▸ **What to produce**
Copy out every line from the records that includes "nodes".
---------- Supplied information ----------
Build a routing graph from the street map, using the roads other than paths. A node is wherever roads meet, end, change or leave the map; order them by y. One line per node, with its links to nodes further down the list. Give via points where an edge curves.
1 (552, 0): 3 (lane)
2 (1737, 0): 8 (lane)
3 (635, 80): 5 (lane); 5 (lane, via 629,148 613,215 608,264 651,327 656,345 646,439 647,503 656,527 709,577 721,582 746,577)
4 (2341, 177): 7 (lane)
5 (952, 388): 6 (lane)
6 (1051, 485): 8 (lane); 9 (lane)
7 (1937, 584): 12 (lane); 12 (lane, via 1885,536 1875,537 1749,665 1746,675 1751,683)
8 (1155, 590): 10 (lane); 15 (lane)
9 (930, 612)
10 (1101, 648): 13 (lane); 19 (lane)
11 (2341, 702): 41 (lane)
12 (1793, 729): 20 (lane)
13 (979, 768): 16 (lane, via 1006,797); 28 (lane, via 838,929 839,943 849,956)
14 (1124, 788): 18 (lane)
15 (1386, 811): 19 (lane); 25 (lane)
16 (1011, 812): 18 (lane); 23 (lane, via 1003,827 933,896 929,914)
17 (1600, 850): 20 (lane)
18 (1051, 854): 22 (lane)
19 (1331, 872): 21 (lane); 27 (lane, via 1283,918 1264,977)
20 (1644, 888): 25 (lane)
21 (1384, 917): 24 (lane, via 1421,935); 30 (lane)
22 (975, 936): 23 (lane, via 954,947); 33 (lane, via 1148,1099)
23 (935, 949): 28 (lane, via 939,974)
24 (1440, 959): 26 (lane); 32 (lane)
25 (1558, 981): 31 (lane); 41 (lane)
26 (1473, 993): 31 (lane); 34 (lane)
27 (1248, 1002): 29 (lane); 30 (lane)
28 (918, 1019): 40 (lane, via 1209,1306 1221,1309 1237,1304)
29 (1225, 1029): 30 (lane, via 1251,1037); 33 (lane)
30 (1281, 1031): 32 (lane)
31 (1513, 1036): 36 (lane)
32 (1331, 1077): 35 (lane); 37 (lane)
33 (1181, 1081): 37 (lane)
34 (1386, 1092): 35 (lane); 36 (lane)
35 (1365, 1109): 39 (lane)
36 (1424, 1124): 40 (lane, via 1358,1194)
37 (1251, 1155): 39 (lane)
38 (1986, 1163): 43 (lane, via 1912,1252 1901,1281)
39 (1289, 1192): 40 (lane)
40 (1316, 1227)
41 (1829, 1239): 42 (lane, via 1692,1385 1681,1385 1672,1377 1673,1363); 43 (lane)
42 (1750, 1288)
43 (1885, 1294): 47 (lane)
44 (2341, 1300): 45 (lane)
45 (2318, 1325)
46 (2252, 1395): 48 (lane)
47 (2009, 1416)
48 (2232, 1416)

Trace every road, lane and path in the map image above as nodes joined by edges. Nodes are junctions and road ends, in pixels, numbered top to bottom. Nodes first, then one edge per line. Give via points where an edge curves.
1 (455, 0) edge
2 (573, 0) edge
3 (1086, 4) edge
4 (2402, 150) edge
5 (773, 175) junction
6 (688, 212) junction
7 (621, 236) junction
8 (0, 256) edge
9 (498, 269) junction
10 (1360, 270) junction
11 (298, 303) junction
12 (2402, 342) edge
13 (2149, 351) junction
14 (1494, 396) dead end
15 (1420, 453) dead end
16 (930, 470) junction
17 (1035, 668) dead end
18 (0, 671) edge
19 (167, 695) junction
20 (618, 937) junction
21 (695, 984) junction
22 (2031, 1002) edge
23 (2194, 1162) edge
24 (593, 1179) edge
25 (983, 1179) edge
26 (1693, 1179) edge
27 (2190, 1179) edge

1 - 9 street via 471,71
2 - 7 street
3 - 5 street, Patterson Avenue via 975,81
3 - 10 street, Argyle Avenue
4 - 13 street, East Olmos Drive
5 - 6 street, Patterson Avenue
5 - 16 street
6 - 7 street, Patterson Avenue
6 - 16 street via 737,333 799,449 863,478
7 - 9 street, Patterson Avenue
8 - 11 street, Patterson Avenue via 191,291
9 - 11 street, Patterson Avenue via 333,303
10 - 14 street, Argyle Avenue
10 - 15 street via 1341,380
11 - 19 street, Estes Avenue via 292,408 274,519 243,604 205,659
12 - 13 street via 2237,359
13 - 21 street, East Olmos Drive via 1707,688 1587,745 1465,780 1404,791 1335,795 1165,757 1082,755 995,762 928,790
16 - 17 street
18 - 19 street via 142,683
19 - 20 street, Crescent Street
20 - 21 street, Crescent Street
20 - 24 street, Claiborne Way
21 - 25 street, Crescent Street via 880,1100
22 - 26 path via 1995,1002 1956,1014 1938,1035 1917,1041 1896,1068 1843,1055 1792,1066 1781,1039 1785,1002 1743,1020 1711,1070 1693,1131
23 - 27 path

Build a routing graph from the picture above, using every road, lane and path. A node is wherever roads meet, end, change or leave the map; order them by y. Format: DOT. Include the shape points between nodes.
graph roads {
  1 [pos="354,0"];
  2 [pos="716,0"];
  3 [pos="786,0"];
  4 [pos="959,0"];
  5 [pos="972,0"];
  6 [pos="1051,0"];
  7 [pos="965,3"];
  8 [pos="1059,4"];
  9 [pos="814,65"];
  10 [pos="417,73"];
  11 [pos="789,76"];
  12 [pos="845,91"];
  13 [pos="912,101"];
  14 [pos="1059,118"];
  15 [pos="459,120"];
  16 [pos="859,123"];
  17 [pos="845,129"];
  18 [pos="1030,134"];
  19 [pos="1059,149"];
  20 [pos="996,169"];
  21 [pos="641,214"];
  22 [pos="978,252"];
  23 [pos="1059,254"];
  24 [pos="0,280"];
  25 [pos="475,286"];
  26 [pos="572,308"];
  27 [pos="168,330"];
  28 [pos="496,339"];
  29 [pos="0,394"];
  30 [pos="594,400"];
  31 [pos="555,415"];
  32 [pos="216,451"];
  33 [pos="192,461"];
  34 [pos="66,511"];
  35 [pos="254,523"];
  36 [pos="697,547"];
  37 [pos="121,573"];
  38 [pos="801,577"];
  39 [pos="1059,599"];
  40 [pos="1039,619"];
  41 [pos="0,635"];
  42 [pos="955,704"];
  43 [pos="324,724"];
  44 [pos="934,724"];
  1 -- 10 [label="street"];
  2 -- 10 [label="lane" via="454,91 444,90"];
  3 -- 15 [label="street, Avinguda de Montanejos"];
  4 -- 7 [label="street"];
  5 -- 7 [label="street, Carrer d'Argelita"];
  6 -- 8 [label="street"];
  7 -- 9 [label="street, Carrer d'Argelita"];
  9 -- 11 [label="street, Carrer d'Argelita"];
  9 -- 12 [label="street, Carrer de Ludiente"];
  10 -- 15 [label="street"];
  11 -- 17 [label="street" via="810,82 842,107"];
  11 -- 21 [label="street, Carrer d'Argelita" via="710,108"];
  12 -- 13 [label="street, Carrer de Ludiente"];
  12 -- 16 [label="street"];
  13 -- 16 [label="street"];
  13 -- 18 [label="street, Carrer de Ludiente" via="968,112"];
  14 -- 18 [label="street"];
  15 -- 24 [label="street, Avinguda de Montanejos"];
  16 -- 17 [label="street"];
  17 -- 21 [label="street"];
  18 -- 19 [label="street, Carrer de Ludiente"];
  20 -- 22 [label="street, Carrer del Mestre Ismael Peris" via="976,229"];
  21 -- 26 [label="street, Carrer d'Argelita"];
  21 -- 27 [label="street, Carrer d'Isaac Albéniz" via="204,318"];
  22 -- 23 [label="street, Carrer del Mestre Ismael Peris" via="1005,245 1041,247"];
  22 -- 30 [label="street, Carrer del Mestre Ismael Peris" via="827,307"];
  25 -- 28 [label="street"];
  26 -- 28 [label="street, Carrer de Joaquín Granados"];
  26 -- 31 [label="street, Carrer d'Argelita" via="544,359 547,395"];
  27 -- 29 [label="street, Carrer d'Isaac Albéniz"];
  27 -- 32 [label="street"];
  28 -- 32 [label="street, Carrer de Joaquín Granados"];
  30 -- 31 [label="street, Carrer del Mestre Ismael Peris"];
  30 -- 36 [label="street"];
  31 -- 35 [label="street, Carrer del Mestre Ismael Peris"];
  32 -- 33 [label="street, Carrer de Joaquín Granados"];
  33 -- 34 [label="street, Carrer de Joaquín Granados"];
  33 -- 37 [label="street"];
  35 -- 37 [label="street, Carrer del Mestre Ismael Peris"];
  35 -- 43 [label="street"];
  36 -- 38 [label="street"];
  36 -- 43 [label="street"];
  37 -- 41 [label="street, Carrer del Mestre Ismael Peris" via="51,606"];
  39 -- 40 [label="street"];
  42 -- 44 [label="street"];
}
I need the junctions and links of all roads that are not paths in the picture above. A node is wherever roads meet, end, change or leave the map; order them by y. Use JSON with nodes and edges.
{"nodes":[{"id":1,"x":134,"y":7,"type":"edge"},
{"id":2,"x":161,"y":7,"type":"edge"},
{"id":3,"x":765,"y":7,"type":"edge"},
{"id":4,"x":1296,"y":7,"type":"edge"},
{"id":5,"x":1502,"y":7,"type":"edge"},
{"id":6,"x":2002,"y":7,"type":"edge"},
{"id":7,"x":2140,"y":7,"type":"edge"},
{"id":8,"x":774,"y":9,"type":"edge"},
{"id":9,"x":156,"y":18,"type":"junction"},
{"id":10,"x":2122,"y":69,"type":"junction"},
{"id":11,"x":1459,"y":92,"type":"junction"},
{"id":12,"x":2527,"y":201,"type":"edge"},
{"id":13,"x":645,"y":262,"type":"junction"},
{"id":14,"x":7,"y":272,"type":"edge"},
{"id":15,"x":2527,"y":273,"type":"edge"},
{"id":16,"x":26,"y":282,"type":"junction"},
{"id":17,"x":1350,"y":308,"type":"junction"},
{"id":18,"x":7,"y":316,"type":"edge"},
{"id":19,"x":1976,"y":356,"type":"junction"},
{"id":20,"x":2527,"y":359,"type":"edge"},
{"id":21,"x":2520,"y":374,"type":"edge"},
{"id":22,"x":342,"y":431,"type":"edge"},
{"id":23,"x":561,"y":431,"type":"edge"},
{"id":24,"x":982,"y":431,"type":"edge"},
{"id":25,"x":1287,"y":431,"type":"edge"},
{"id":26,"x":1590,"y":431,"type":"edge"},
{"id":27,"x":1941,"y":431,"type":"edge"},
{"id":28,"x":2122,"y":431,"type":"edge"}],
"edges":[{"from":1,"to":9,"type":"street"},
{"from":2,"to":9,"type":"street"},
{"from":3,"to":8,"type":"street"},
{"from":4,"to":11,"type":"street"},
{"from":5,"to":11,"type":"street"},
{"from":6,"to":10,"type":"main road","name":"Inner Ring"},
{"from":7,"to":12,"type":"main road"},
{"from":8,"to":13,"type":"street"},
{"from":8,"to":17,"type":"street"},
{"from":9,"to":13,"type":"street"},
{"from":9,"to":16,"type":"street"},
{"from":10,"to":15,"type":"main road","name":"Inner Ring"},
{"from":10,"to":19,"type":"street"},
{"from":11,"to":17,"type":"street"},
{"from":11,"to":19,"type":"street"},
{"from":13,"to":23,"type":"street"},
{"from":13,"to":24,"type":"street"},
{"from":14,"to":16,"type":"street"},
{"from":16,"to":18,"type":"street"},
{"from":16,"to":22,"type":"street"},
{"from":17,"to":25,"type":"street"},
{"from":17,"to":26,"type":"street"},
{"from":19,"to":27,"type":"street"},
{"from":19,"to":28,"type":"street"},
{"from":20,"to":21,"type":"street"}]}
----------
▸ **Task solution**
Build a routing graph from the street map, using the roads other than paths. A node is wherever roads meet, end, change or leave the map; order them by y. One line per node, with its links to nodes further down the list. Give via points where an edge curves.
Trace every road, lane and path in the map image above as nodes joined by edges. Nodes are junctions and road ends, in pixels, numbered top to bottom. Nodes first, then one edge per line. Give via points where an edge curves.
Build a routing graph from the picture above, using every road, lane and path. A node is wherever roads meet, end, change or leave the map; order them by y. Format: DOT. Include the shape points between nodes.
I need the junctions and links of all roads that are not paths in the picture above. A node is wherever roads meet, end, change or leave the map; order them by y. Use JSON with nodes and edges.
{"nodes":[{"id":1,"x":134,"y":7,"type":"edge"},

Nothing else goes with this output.